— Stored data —

——

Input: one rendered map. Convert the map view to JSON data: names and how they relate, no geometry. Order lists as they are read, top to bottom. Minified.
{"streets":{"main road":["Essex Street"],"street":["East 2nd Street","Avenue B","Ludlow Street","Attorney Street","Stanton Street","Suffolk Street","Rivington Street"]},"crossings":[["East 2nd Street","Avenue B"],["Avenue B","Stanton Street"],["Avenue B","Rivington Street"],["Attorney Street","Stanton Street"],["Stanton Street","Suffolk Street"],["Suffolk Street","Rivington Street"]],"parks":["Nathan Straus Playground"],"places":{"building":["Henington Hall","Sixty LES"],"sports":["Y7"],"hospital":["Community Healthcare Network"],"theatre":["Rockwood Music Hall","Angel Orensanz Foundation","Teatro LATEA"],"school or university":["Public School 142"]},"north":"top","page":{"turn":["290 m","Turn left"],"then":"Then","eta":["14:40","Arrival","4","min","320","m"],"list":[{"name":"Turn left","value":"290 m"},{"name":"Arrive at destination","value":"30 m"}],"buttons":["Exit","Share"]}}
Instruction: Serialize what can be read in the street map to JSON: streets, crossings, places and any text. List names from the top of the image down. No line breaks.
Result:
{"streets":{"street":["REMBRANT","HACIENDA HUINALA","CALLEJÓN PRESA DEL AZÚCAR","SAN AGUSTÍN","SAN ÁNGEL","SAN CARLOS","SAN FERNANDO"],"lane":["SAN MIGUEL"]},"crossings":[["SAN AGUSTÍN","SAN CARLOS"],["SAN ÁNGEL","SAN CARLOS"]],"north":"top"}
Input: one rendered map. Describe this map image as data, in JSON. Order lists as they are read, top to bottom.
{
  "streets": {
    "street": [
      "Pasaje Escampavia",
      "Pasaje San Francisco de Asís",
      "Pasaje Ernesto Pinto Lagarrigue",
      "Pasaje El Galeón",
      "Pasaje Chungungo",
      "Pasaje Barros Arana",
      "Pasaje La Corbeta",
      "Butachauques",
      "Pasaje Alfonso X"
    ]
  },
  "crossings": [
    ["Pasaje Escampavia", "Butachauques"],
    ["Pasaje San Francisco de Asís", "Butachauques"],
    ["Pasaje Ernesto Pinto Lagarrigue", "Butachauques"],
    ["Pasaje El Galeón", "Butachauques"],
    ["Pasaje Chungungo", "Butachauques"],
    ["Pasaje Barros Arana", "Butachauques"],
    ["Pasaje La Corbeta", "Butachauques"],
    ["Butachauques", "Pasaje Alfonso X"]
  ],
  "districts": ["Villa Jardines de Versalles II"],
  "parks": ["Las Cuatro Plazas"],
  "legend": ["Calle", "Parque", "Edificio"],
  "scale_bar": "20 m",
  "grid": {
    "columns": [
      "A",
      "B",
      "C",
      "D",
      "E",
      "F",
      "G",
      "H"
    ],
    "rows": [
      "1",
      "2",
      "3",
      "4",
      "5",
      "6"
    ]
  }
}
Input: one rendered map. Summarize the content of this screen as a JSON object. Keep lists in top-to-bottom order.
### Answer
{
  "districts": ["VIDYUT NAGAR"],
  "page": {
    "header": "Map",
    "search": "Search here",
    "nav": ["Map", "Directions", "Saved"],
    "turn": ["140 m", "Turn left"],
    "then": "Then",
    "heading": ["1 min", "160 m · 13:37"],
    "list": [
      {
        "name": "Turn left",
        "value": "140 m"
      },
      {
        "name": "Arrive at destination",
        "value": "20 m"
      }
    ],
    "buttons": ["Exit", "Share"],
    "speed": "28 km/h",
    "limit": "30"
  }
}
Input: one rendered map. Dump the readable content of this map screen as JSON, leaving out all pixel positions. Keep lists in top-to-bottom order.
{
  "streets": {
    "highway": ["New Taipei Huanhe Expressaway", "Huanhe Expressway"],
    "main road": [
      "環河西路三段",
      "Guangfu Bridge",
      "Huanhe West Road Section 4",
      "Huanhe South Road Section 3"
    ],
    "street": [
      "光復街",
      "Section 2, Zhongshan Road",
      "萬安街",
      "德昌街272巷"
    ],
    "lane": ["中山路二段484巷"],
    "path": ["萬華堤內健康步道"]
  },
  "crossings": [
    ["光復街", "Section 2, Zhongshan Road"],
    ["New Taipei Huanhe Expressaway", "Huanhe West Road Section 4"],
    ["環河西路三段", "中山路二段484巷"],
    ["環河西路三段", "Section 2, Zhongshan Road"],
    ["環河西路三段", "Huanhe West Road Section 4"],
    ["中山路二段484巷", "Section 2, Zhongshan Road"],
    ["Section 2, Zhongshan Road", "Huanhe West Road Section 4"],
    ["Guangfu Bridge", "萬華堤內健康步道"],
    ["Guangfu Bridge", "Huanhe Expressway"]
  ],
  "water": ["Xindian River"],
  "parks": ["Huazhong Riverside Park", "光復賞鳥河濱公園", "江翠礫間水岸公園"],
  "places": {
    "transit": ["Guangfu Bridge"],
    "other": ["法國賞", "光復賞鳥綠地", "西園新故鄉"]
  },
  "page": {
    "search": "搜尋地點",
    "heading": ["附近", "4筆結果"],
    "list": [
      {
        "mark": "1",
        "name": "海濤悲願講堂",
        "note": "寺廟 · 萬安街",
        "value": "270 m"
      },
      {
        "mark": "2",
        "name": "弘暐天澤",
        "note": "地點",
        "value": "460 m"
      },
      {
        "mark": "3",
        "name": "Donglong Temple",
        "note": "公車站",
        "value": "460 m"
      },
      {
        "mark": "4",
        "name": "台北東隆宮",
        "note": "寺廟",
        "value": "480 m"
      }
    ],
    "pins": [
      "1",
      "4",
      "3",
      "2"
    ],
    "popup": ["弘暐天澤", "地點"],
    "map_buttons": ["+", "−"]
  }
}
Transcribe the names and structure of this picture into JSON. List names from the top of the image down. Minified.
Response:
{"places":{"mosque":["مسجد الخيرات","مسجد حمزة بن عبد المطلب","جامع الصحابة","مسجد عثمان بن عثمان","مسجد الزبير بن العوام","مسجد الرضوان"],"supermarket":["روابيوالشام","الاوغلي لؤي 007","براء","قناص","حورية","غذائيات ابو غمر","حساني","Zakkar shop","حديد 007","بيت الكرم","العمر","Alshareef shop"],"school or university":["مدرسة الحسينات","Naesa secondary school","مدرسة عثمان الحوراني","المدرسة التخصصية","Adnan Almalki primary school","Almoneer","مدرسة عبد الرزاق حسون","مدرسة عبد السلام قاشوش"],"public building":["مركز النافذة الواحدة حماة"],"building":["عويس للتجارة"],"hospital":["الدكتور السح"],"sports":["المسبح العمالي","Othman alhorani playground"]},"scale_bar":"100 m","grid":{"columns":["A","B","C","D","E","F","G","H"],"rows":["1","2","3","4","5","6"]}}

——

— Directions for this task —
Every single record is to be set down again, unaltered.

— Solution below —
Input: one rendered map. Convert the map view to JSON data: names and how they relate, no geometry. Order lists as they are read, top to bottom. Minified.
{"streets":{"main road":["Essex Street"],"street":["East 2nd Street","Avenue B","Ludlow Street","Attorney Street","Stanton Street","Suffolk Street","Rivington Street"]},"crossings":[["East 2nd Street","Avenue B"],["Avenue B","Stanton Street"],["Avenue B","Rivington Street"],["Attorney Street","Stanton Street"],["Stanton Street","Suffolk Street"],["Suffolk Street","Rivington Street"]],"parks":["Nathan Straus Playground"],"places":{"building":["Henington Hall","Sixty LES"],"sports":["Y7"],"hospital":["Community Healthcare Network"],"theatre":["Rockwood Music Hall","Angel Orensanz Foundation","Teatro LATEA"],"school or university":["Public School 142"]},"north":"top","page":{"turn":["290 m","Turn left"],"then":"Then","eta":["14:40","Arrival","4","min","320","m"],"list":[{"name":"Turn left","value":"290 m"},{"name":"Arrive at destination","value":"30 m"}],"buttons":["Exit","Share"]}}
Instruction: Serialize what can be read in the street map to JSON: streets, crossings, places and any text. List names from the top of the image down. No line breaks.
Result:
{"streets":{"street":["REMBRANT","HACIENDA HUINALA","CALLEJÓN PRESA DEL AZÚCAR","SAN AGUSTÍN","SAN ÁNGEL","SAN CARLOS","SAN FERNANDO"],"lane":["SAN MIGUEL"]},"crossings":[["SAN AGUSTÍN","SAN CARLOS"],["SAN ÁNGEL","SAN CARLOS"]],"north":"top"}
Input: one rendered map. Describe this map image as data, in JSON. Order lists as they are read, top to bottom.
{
  "streets": {
    "street": [
      "Pasaje Escampavia",
      "Pasaje San Francisco de Asís",
      "Pasaje Ernesto Pinto Lagarrigue",
      "Pasaje El Galeón",
      "Pasaje Chungungo",
      "Pasaje Barros Arana",
      "Pasaje La Corbeta",
      "Butachauques",
      "Pasaje Alfonso X"
    ]
  },
  "crossings": [
    ["Pasaje Escampavia", "Butachauques"],
    ["Pasaje San Francisco de Asís", "Butachauques"],
    ["Pasaje Ernesto Pinto Lagarrigue", "Butachauques"],
    ["Pasaje El Galeón", "Butachauques"],
    ["Pasaje Chungungo", "Butachauques"],
    ["Pasaje Barros Arana", "Butachauques"],
    ["Pasaje La Corbeta", "Butachauques"],
    ["Butachauques", "Pasaje Alfonso X"]
  ],
  "districts": ["Villa Jardines de Versalles II"],
  "parks": ["Las Cuatro Plazas"],
  "legend": ["Calle", "Parque", "Edificio"],
  "scale_bar": "20 m",
  "grid": {
    "columns": [
      "A",
      "B",
      "C",
      "D",
      "E",
      "F",
      "G",
      "H"
    ],
    "rows": [
      "1",
      "2",
      "3",
      "4",
      "5",
      "6"
    ]
  }
}
Input: one rendered map. Summarize the content of this screen as a JSON object. Keep lists in top-to-bottom order.
### Answer
{
  "districts": ["VIDYUT NAGAR"],
  "page": {
    "header": "Map",
    "search": "Search here",
    "nav": ["Map", "Directions", "Saved"],
    "turn": ["140 m", "Turn left"],
    "then": "Then",
    "heading": ["1 min", "160 m · 13:37"],
    "list": [
      {
        "name": "Turn left",
        "value": "140 m"
      },
      {
        "name": "Arrive at destination",
        "value": "20 m"
      }
    ],
    "buttons": ["Exit", "Share"],
    "speed": "28 km/h",
    "limit": "30"
  }
}
Input: one rendered map. Dump the readable content of this map screen as JSON, leaving out all pixel positions. Keep lists in top-to-bottom order.
{
  "streets": {
    "highway": ["New Taipei Huanhe Expressaway", "Huanhe Expressway"],
    "main road": [
      "環河西路三段",
      "Guangfu Bridge",
      "Huanhe West Road Section 4",
      "Huanhe South Road Section 3"
    ],
    "street": [
      "光復街",
      "Section 2, Zhongshan Road",
      "萬安街",
      "德昌街272巷"
    ],
    "lane": ["中山路二段484巷"],
    "path": ["萬華堤內健康步道"]
  },
  "crossings": [
    ["光復街", "Section 2, Zhongshan Road"],
    ["New Taipei Huanhe Expressaway", "Huanhe West Road Section 4"],
    ["環河西路三段", "中山路二段484巷"],
    ["環河西路三段", "Section 2, Zhongshan Road"],
    ["環河西路三段", "Huanhe West Road Section 4"],
    ["中山路二段484巷", "Section 2, Zhongshan Road"],
    ["Section 2, Zhongshan Road", "Huanhe West Road Section 4"],
    ["Guangfu Bridge", "萬華堤內健康步道"],
    ["Guangfu Bridge", "Huanhe Expressway"]
  ],
  "water": ["Xindian River"],
  "parks": ["Huazhong Riverside Park", "光復賞鳥河濱公園", "江翠礫間水岸公園"],
  "places": {
    "transit": ["Guangfu Bridge"],
    "other": ["法國賞", "光復賞鳥綠地", "西園新故鄉"]
  },
  "page": {
    "search": "搜尋地點",
    "heading": ["附近", "4筆結果"],
    "list": [
      {
        "mark": "1",
        "name": "海濤悲願講堂",
        "note": "寺廟 · 萬安街",
        "value": "270 m"
      },
      {
        "mark": "2",
        "name": "弘暐天澤",
        "note": "地點",
        "value": "460 m"
      },
      {
        "mark": "3",
        "name": "Donglong Temple",
        "note": "公車站",
        "value": "460 m"
      },
      {
        "mark": "4",
        "name": "台北東隆宮",
        "note": "寺廟",
        "value": "480 m"
      }
    ],
    "pins": [
      "1",
      "4",
      "3",
      "2"
    ],
    "popup": ["弘暐天澤", "地點"],
    "map_buttons": ["+", "−"]
  }
}
Transcribe the names and structure of this picture into JSON. List names from the top of the image down. Minified.
Response:
{"places":{"mosque":["مسجد الخيرات","مسجد حمزة بن عبد المطلب","جامع الصحابة","مسجد عثمان بن عثمان","مسجد الزبير بن العوام","مسجد الرضوان"],"supermarket":["روابيوالشام","الاوغلي لؤي 007","براء","قناص","حورية","غذائيات ابو غمر","حساني","Zakkar shop","حديد 007","بيت الكرم","العمر","Alshareef shop"],"school or university":["مدرسة الحسينات","Naesa secondary school","مدرسة عثمان الحوراني","المدرسة التخصصية","Adnan Almalki primary school","Almoneer","مدرسة عبد الرزاق حسون","مدرسة عبد السلام قاشوش"],"public building":["مركز النافذة الواحدة حماة"],"building":["عويس للتجارة"],"hospital":["الدكتور السح"],"sports":["المسبح العمالي","Othman alhorani playground"]},"scale_bar":"100 m","grid":{"columns":["A","B","C","D","E","F","G","H"],"rows":["1","2","3","4","5","6"]}}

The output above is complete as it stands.